### ASSIGNED TASK
Your answer should consist of the lines in the following data that contain "them".

[Stored data]
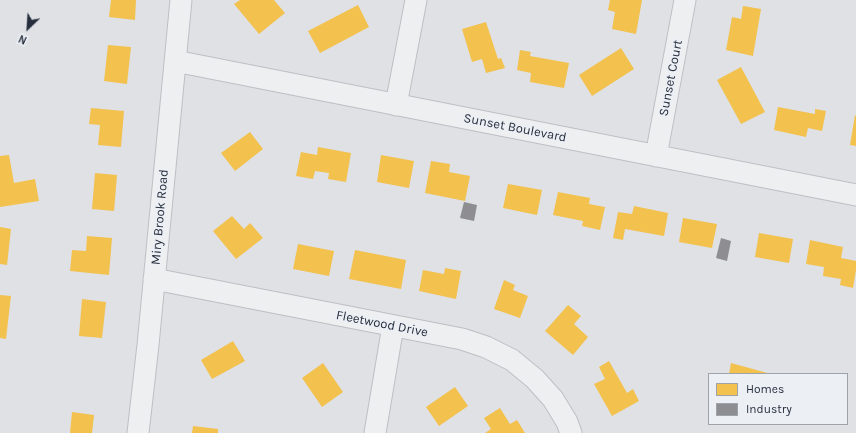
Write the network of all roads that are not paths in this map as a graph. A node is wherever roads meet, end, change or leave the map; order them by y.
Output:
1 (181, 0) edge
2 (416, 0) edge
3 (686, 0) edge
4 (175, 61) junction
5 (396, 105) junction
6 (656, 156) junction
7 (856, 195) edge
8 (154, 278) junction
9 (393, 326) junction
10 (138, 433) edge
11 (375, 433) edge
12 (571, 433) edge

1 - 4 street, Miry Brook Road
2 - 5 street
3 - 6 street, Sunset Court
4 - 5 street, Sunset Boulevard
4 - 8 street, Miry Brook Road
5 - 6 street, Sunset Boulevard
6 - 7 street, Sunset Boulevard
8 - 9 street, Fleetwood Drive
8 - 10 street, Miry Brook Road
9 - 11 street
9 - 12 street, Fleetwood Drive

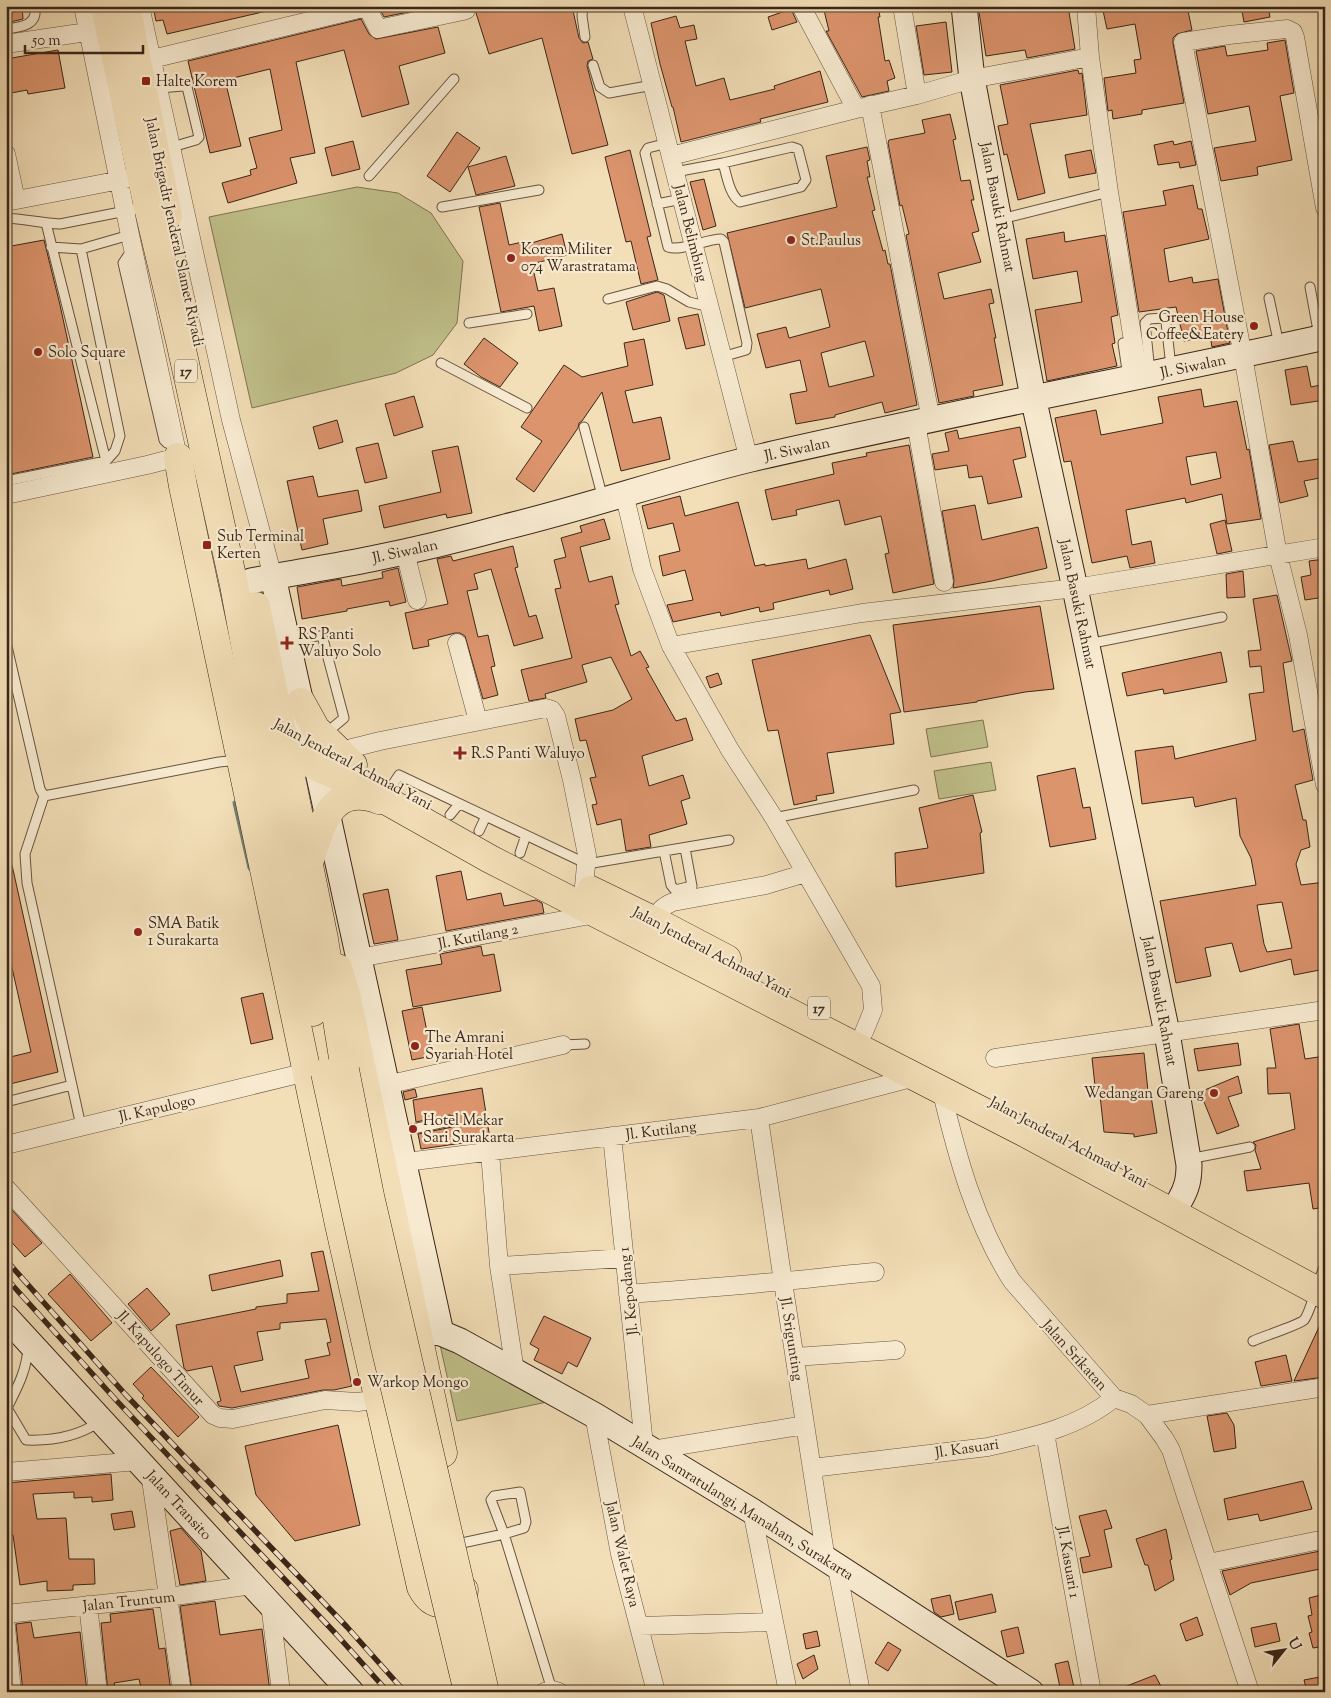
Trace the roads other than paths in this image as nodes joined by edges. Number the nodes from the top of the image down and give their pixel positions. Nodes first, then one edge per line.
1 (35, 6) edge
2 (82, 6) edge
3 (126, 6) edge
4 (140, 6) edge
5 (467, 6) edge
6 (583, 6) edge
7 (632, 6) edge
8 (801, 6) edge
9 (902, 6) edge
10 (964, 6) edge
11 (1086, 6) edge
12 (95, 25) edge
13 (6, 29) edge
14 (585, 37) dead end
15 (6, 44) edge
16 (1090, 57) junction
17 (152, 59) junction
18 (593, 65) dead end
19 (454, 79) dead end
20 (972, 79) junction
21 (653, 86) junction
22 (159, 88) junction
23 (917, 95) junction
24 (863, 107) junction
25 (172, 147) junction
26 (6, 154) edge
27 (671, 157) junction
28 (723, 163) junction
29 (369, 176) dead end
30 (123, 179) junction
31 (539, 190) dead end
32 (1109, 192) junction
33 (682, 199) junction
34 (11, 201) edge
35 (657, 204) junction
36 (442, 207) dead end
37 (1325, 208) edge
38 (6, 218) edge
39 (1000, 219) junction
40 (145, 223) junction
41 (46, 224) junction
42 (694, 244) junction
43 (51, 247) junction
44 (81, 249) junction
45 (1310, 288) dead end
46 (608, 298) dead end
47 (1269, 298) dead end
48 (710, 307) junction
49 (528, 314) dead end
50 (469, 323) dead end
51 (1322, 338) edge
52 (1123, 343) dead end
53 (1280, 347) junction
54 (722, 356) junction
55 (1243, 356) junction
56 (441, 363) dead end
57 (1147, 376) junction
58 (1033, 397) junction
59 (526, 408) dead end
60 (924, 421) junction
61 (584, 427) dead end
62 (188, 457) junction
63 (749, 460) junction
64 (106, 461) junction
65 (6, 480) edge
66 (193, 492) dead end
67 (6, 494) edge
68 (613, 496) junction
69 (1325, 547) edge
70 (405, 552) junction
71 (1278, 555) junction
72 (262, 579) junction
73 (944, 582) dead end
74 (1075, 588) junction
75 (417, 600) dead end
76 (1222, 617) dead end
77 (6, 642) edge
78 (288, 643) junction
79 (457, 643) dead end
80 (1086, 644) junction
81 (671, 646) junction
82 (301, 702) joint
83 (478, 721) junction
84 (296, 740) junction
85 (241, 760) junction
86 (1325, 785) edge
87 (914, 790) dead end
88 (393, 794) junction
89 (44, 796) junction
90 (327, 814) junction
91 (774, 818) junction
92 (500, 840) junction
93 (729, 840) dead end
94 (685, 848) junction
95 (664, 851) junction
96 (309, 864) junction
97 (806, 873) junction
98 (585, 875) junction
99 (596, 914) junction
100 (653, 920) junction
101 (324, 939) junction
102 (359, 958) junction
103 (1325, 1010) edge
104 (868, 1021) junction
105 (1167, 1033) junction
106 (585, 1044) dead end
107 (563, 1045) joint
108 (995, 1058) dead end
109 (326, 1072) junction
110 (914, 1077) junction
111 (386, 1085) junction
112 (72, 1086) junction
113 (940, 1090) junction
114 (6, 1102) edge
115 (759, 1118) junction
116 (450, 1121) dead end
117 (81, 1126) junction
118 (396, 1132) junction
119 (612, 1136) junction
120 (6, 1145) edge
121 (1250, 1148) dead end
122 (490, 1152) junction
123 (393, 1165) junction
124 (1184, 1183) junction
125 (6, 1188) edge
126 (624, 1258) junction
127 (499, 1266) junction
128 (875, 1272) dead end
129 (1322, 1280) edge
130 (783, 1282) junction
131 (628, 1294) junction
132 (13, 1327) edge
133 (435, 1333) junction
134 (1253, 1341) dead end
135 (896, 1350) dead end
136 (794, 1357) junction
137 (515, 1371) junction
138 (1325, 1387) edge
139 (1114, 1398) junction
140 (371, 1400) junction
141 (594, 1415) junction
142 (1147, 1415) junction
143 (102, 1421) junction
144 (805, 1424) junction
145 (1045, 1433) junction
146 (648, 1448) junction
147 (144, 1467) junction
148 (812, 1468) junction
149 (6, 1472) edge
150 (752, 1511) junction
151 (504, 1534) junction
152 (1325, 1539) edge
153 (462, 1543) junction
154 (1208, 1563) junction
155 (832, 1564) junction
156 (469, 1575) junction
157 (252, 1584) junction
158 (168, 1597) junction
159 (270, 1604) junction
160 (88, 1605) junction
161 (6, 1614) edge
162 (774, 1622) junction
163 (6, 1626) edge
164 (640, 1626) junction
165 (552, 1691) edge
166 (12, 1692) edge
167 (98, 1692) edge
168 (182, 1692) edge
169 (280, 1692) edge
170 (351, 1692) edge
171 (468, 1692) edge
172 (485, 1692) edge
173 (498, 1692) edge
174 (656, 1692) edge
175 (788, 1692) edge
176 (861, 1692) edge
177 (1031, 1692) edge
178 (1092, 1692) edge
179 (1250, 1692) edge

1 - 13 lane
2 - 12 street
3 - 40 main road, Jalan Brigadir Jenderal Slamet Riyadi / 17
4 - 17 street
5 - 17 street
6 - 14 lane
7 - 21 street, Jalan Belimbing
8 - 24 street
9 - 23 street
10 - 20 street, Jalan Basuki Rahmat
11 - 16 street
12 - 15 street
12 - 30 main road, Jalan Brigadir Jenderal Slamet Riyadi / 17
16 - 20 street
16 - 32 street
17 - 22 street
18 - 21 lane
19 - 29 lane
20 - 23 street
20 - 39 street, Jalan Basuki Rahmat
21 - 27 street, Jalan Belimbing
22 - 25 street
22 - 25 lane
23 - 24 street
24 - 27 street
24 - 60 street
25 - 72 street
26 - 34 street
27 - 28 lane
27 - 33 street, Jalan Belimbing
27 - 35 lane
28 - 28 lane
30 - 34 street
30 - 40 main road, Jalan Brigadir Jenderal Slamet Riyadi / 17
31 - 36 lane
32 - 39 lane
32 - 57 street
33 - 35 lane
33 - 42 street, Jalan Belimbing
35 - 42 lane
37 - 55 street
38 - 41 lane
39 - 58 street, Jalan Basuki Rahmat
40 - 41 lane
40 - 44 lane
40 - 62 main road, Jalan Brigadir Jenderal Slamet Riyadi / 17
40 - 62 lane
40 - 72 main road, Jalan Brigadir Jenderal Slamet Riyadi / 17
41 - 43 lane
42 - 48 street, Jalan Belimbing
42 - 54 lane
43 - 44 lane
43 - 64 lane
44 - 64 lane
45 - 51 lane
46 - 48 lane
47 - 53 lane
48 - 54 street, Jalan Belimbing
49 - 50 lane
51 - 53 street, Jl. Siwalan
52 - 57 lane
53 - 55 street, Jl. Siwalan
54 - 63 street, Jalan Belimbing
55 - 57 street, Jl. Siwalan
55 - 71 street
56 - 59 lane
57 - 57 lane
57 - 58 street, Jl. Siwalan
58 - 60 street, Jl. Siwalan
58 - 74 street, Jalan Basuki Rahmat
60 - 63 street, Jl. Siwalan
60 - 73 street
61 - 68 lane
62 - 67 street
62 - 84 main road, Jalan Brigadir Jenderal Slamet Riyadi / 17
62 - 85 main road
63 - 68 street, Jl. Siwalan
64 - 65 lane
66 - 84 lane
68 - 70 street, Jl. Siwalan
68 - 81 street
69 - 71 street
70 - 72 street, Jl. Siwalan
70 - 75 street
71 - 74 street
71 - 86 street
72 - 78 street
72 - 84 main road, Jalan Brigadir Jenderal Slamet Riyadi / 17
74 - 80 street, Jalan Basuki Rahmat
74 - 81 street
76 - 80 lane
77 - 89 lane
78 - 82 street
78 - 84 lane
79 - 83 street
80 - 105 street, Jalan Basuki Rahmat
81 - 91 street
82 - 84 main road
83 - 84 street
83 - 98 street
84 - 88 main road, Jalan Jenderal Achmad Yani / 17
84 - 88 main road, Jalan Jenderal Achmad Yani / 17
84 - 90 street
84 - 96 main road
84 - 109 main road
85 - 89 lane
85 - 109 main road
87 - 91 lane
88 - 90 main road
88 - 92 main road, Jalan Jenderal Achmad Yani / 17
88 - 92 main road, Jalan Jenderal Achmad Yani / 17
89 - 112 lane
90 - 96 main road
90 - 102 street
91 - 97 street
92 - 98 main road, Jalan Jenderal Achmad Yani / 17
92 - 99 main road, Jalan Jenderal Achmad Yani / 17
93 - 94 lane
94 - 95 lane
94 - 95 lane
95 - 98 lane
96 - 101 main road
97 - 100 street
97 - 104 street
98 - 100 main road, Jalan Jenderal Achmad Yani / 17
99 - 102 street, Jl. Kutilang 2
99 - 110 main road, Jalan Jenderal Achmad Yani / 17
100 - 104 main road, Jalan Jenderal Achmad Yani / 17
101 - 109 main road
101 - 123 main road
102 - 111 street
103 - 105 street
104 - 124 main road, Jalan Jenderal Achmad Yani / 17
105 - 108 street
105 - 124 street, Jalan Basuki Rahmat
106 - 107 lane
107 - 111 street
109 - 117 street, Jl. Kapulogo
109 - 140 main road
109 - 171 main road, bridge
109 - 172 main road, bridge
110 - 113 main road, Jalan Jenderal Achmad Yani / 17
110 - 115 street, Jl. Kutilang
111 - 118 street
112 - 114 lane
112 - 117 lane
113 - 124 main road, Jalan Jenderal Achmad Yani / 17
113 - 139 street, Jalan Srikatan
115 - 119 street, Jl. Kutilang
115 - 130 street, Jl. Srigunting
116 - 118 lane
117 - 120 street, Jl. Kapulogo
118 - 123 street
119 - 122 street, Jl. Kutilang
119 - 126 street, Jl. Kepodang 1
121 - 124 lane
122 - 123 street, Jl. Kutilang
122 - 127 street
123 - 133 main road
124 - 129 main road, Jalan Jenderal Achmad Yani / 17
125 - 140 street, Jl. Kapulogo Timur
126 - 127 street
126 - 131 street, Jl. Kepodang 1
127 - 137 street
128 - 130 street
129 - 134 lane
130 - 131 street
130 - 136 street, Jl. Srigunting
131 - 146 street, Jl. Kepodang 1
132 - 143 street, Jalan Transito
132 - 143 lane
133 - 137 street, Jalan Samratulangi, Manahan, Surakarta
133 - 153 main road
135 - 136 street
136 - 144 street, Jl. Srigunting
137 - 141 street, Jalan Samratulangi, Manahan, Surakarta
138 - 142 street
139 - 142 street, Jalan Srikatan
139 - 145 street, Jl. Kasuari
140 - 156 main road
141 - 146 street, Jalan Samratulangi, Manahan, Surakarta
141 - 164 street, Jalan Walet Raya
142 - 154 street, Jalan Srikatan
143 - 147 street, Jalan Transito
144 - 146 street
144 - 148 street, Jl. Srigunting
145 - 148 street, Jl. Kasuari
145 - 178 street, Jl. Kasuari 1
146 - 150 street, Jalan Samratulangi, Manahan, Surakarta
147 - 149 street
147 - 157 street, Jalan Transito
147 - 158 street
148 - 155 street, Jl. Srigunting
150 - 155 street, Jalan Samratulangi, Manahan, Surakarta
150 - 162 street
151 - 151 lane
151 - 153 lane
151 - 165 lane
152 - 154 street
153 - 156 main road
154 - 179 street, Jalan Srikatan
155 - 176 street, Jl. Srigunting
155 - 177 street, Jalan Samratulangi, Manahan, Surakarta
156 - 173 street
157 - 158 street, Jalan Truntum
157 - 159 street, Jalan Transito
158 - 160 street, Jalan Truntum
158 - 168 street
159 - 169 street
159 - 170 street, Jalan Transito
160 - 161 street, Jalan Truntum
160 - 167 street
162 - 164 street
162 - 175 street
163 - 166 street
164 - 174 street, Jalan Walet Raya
...
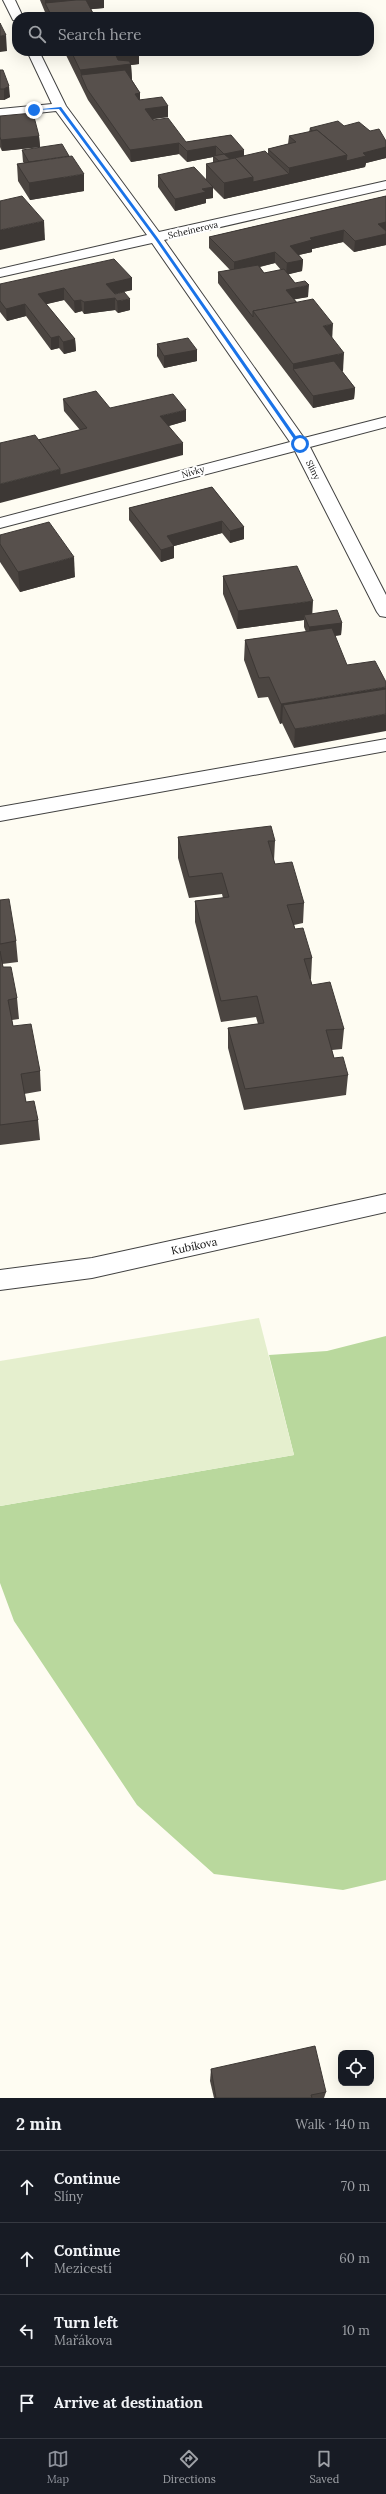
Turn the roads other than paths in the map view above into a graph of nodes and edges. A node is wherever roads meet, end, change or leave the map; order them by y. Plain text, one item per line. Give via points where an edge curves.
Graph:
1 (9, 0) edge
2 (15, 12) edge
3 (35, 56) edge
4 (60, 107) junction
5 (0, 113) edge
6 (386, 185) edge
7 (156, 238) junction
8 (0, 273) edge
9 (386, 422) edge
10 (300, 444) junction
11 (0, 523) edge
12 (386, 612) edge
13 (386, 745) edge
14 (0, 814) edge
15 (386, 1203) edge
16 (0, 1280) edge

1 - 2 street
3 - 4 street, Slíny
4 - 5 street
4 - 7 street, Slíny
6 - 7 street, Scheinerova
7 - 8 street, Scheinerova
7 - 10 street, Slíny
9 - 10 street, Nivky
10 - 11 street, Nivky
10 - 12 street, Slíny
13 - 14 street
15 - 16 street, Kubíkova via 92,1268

### RESPONSE TO THE TASK
Write the network of all roads that are not paths in this map as a graph. A node is wherever roads meet, end, change or leave the map; order them by y.
Turn the roads other than paths in the map view above into a graph of nodes and edges. A node is wherever roads meet, end, change or leave the map; order them by y. Plain text, one item per line. Give via points where an edge curves.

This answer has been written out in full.